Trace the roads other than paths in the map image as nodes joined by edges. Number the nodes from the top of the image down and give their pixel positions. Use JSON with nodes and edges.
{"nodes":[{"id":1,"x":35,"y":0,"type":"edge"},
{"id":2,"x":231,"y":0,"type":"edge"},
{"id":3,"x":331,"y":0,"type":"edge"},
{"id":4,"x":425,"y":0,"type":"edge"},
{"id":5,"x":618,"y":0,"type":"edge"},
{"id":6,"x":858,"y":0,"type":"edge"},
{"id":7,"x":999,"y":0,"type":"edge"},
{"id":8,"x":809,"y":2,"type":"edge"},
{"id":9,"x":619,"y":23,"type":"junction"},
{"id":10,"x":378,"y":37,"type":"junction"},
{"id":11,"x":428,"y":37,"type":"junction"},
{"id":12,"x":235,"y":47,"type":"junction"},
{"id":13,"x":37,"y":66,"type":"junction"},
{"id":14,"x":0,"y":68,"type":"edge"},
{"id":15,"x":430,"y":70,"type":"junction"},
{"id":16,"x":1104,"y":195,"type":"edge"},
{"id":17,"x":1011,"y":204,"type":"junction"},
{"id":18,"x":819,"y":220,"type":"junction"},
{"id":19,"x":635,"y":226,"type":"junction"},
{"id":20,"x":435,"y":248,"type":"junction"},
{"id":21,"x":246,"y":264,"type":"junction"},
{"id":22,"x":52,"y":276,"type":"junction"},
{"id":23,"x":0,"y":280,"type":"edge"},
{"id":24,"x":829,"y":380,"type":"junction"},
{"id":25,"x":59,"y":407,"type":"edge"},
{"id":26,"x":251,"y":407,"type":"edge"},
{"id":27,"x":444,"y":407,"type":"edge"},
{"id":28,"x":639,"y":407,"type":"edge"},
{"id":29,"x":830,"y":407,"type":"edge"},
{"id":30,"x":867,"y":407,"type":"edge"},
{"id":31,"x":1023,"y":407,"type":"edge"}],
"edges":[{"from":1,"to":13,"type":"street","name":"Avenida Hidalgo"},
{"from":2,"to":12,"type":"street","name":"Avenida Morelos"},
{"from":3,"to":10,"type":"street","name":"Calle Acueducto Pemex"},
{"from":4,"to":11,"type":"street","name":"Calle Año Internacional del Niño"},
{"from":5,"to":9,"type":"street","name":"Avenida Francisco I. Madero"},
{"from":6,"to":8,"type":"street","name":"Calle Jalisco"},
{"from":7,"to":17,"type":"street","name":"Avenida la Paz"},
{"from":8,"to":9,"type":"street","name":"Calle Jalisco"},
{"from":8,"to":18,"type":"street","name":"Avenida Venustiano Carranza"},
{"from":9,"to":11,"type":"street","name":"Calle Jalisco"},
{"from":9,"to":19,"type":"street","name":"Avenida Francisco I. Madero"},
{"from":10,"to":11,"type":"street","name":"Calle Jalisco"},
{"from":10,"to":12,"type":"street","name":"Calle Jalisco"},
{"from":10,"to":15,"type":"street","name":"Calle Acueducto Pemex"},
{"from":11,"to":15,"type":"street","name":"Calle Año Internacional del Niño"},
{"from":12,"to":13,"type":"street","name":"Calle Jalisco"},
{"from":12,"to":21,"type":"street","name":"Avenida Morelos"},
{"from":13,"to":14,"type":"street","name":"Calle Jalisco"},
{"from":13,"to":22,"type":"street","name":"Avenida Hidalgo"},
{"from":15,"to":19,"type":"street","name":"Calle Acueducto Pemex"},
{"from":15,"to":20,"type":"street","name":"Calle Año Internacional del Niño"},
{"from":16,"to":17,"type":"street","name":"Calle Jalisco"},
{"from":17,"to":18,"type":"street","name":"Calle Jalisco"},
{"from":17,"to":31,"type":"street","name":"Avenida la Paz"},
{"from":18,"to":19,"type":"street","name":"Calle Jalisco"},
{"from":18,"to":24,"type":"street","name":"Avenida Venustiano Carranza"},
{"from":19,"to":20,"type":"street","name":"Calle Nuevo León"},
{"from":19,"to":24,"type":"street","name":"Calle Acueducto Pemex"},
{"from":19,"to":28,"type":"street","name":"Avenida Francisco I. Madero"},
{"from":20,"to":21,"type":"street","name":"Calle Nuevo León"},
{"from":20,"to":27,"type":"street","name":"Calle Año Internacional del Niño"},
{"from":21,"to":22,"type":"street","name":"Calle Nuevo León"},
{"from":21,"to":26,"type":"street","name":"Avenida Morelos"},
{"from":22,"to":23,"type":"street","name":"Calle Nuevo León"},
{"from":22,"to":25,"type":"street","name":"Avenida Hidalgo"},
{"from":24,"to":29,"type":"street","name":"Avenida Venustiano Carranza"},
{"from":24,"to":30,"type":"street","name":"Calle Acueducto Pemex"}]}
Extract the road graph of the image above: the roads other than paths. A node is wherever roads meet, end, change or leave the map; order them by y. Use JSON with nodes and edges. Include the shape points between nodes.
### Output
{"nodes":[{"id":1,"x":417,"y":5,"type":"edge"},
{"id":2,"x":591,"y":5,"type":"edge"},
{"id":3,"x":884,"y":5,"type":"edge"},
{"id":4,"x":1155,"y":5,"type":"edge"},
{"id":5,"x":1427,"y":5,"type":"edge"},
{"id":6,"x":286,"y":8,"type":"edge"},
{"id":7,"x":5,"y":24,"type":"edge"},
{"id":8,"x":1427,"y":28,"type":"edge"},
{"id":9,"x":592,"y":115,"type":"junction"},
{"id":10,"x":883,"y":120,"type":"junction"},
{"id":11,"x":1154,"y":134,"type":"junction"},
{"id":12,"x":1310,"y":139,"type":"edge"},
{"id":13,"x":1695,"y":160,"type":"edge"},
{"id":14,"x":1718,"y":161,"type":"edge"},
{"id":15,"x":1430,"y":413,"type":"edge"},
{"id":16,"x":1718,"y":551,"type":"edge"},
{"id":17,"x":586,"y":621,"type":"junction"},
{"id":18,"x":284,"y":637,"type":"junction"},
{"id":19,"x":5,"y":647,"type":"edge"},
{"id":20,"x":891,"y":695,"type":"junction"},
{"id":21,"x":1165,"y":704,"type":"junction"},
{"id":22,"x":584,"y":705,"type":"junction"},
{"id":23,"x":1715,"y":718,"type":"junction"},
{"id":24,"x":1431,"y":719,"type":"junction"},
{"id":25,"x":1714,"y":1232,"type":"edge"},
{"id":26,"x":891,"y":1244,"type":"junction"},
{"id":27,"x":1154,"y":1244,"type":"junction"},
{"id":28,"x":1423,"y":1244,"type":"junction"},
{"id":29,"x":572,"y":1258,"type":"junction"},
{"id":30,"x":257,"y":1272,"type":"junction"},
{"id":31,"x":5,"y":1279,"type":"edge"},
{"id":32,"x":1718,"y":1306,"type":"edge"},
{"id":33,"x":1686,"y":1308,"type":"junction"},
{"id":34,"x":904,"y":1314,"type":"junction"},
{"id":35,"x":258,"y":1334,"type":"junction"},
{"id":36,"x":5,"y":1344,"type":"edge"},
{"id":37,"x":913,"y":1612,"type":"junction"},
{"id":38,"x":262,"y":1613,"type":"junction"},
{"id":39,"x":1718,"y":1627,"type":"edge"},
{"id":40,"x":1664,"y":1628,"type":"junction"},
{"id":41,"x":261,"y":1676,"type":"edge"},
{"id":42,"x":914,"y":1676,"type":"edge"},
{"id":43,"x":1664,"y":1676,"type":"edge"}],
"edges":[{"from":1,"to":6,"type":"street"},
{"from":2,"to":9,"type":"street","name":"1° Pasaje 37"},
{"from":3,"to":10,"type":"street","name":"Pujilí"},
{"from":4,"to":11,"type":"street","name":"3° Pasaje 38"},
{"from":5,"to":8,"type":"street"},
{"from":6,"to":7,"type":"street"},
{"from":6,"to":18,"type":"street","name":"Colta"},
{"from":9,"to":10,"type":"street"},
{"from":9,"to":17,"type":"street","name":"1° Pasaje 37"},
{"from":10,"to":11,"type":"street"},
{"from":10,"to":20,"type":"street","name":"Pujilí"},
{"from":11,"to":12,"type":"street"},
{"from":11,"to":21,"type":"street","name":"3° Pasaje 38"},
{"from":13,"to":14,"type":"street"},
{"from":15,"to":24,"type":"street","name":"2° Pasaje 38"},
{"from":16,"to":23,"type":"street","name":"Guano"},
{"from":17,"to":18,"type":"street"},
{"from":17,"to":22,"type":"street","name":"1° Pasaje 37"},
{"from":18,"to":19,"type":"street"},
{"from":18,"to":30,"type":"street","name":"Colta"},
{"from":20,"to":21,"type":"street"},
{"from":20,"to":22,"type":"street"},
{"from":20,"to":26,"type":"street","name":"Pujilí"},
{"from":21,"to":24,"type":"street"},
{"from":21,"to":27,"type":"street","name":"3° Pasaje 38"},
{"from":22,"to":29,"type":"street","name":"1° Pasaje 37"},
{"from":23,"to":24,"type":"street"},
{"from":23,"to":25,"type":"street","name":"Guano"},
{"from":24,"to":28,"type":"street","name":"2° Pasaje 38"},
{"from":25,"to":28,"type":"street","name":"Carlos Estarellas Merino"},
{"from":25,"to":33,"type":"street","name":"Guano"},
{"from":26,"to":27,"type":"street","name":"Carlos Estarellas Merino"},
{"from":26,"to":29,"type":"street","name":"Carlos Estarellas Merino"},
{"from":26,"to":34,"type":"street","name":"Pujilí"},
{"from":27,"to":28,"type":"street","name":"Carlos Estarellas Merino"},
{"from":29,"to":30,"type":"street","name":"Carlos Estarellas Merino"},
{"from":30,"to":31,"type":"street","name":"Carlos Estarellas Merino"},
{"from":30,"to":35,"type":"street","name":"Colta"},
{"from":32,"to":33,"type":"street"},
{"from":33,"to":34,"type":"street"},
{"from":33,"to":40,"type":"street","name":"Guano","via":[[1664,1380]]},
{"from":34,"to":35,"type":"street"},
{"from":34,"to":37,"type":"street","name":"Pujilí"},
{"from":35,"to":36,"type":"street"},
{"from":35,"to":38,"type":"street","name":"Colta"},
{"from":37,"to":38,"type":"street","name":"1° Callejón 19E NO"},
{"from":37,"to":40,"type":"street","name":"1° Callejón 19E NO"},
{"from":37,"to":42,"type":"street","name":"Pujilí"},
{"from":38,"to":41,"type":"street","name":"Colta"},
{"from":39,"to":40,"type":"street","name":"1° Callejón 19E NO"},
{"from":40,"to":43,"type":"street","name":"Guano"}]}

> Task to carry out:
Check the listing for the word "Hidalgo". Show each line that has it.

> Result:
"edges":[{"from":1,"to":13,"type":"street","name":"Avenida Hidalgo"},
{"from":13,"to":22,"type":"street","name":"Avenida Hidalgo"},
{"from":22,"to":25,"type":"street","name":"Avenida Hidalgo"},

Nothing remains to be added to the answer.